I was torn between writing something about this week and Trump’s win because it occupies my mind so much and not writing anything because everyone is writing about Trump right now, even more than before. Is there anything I can say that not anyone else has said or written already? I don’t know but I need to get all of this of my chest, so I can make room to mourn Leonard Cohen. What an appalling week.

Don’t get me wrong. I wouldn’t have cheered if Clinton had won. In the past, I made it clear that I don’t expect any U.S. president to actually change the world in any meaningful way. That’s not their job. Obama could have had a shot at this, but he not only had a strong opposition against change but he also got caught up in the political system, making compromises wherever he could. But that is not a flaw of the system. It is not “rigged”, as Trump loves to claim, but inherently flawed. Think about it, the political system was created to preserve the status quo, so any attempt to fundamentally change something this way is doomed from the start. There is no reason to pin your hopes on the American president or the German chancellor or any world leader because the effect they can have is undermined by the system they’re working with.

Trump will have to realize this too. Imagine him in one or two years making the same compromises and disappointing his fanatical base by achieving just as little as anyone before him. Can you name a president who really changed something, where you could say: “Wow, it’s not like it has been before!” You can find examples where things changed for the worst and surely that is what Trump could be capable of.

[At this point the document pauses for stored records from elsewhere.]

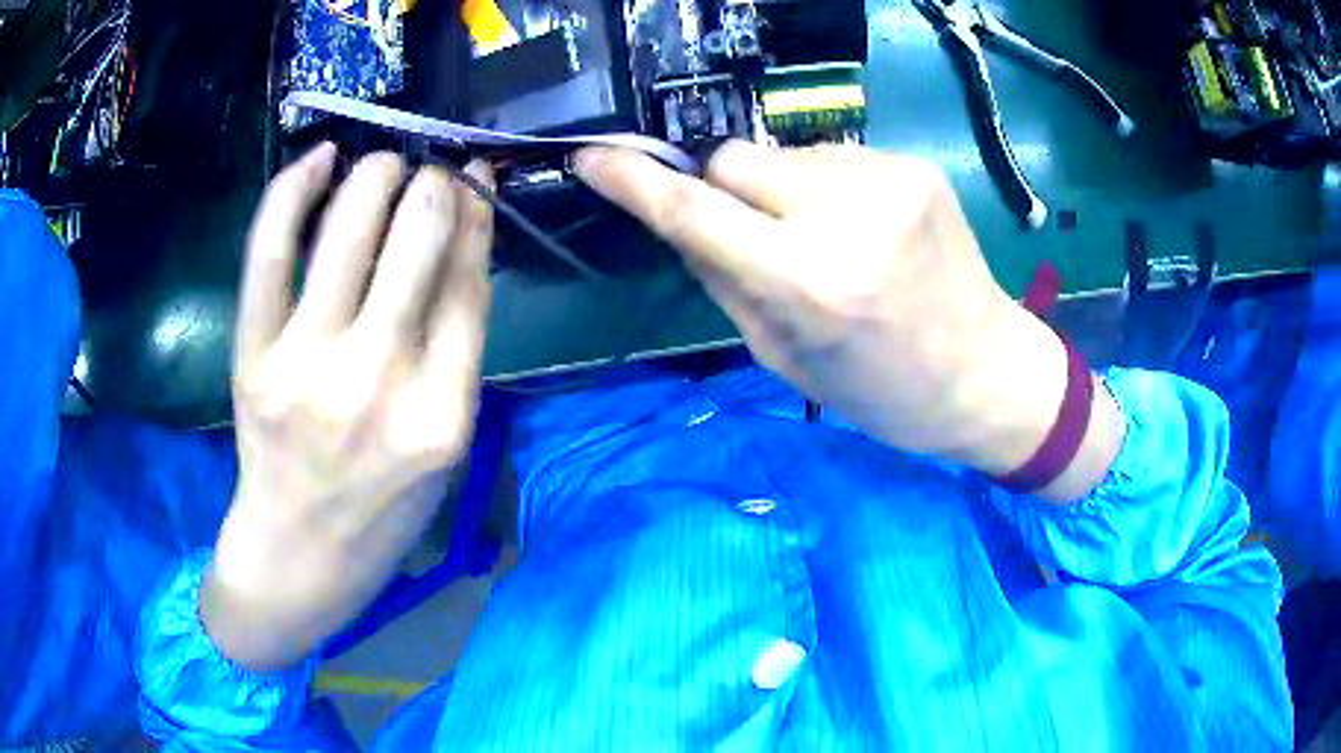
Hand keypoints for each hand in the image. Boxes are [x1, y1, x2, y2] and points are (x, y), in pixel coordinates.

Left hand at [203, 145, 494, 669]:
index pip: (469, 280)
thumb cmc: (383, 511)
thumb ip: (456, 352)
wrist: (299, 555)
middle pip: (418, 239)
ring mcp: (306, 366)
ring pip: (350, 227)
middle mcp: (377, 382)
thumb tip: (462, 246)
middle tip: (431, 171)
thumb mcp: (446, 448)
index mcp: (441, 415)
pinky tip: (319, 159)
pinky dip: (293, 190)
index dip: (476, 212)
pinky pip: (272, 251)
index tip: (475, 177)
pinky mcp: (254, 357)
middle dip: (433, 184)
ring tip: (384, 163)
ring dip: (376, 173)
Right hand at [575, 141, 1121, 500]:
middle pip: (734, 157)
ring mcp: (890, 180)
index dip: (633, 181)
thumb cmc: (881, 392)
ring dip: (779, 189)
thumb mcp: (783, 358)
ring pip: (784, 154)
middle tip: (746, 229)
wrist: (987, 373)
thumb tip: (679, 217)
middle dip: (721, 188)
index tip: (593, 158)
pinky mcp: (917, 166)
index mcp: (810, 283)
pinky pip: (834, 158)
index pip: (695, 211)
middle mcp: (849, 217)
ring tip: (823, 238)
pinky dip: (825, 186)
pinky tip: (859, 226)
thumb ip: (723, 278)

When I listened to the mash-up of campaign highlights that The Run-Up posted recently, I was reminded of all the terrible, awful things Trump has said and that reveal his childish, nasty, arrogant personality. It is said that he was elected because he “told it like it is” and in a way that is a damnation of the current political system again because politicians have this way of talking, not saying what they mean, beating around the bush and obfuscating simple matters that people are just fed up by this. They are so fed up that they rather vote for someone who lies and insults as long as he sounds more authentic than politicians. This might have been the election that is the least about politics and the most about the basics of the way we do politics.

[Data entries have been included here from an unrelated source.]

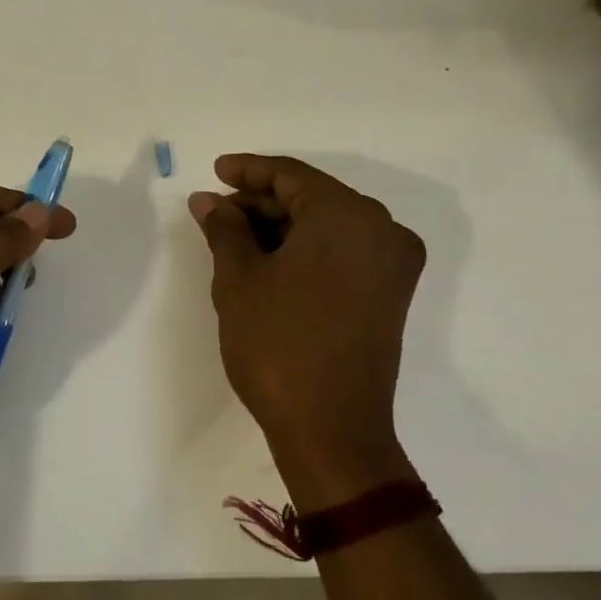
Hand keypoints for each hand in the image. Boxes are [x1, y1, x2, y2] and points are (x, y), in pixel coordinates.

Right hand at [189, 154, 424, 506]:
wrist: (332, 429)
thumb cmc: (278, 344)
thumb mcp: (239, 279)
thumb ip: (224, 228)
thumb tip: (208, 201)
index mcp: (348, 216)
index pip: (291, 175)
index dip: (248, 170)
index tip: (214, 171)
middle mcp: (382, 229)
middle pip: (312, 198)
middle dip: (261, 202)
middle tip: (215, 213)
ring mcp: (392, 264)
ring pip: (328, 225)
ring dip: (281, 226)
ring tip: (232, 238)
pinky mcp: (390, 294)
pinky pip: (343, 251)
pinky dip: (305, 248)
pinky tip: (266, 259)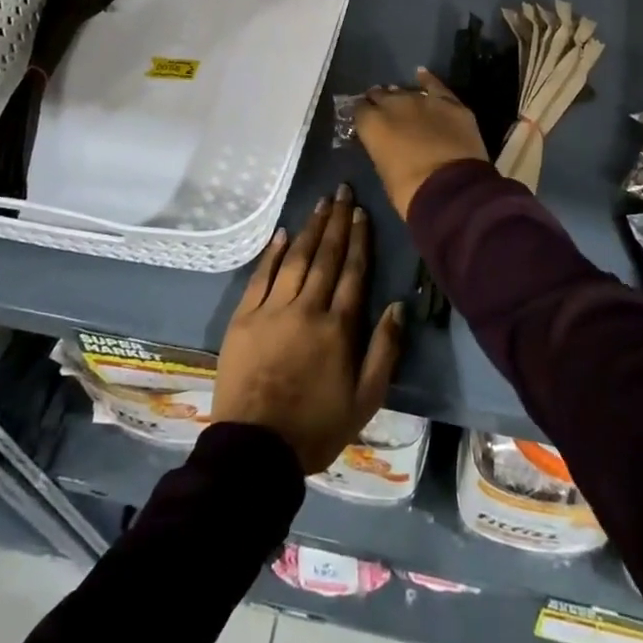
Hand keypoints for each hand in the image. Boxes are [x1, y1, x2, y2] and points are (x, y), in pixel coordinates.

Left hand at [213, 186, 403, 473]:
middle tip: (342, 191)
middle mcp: (307, 308)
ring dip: (311, 229)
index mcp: (338, 327)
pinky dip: (273, 253)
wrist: (254, 451)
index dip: (358, 239)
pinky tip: (283, 234)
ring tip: (321, 203)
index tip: (361, 212)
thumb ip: (384, 350)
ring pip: (296, 259)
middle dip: (337, 221)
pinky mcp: (244, 318)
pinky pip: (261, 277)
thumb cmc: (316, 427)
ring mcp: (272, 310)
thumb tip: (399, 306)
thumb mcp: (365, 400)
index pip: (353, 271)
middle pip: (326, 256)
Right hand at [354, 68, 488, 218]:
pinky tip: (421, 74)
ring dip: (402, 96)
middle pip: (381, 95)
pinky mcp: (449, 103)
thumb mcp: (384, 172)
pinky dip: (428, 81)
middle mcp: (394, 104)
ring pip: (406, 91)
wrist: (451, 190)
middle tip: (382, 112)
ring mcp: (423, 100)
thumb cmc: (410, 191)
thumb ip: (381, 150)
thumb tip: (385, 144)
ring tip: (401, 101)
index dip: (362, 115)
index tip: (364, 121)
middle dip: (379, 102)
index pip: (359, 110)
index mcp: (372, 124)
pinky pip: (435, 86)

During all the discussion now who is responsible for his win, the media rarely mentions itself. Imagine they hadn’t written and broadcast and live-tickered every single offensive word Trump has said during the last year. I don’t think he would have come as far. And if they instead had reported more on Sanders’ somewhat revolutionary ideas, the race might have gone different too. The more we eat up any new controversy, we feed into the narrative that it matters what Trump says and that we can only rely on him or any other elected president to change something.

His win caused a feeling of dread and disbelief within me but by now I can’t help feeling a kind of cautious optimism not because I think Donald Trump will be a great president (again, mainly because I don’t think anyone can be), but because I’m starting to hope that he won’t be as bad he appeared during his campaign. As he said himself, he likes to win and he realized more than anyone else that being someone who seems truly authentic is someone who will win this election (which is why Bernie Sanders might have had an actual chance too). I also have a weird hope that his presidency will prove more than anything else that we can’t rely on this system to achieve actual change. If he embarrasses himself miserably this will become clear, if he ruins a lot it’ll become clear too and if his win causes a kind of counter-revolution that will achieve more change (in the spirit of the Occupy Movement), it might be even worth something.

When Rage Against the Machine released Guerilla Radio before the immensely contested 2000 election, I felt a sense of understanding like never before. To them the only answer to Bush or Gore (where Gore was seen as the “lesser evil”) was ‘none of the above’. If we continue to focus on a system that is only interested in the status quo and don’t look for something different, we can also continue to whine and complain. But I still think that the following lyrics are some of the most important and relevant, now more than ever before:

It has to start somewhere

It has to start sometime

What better place than here?

What better time than now?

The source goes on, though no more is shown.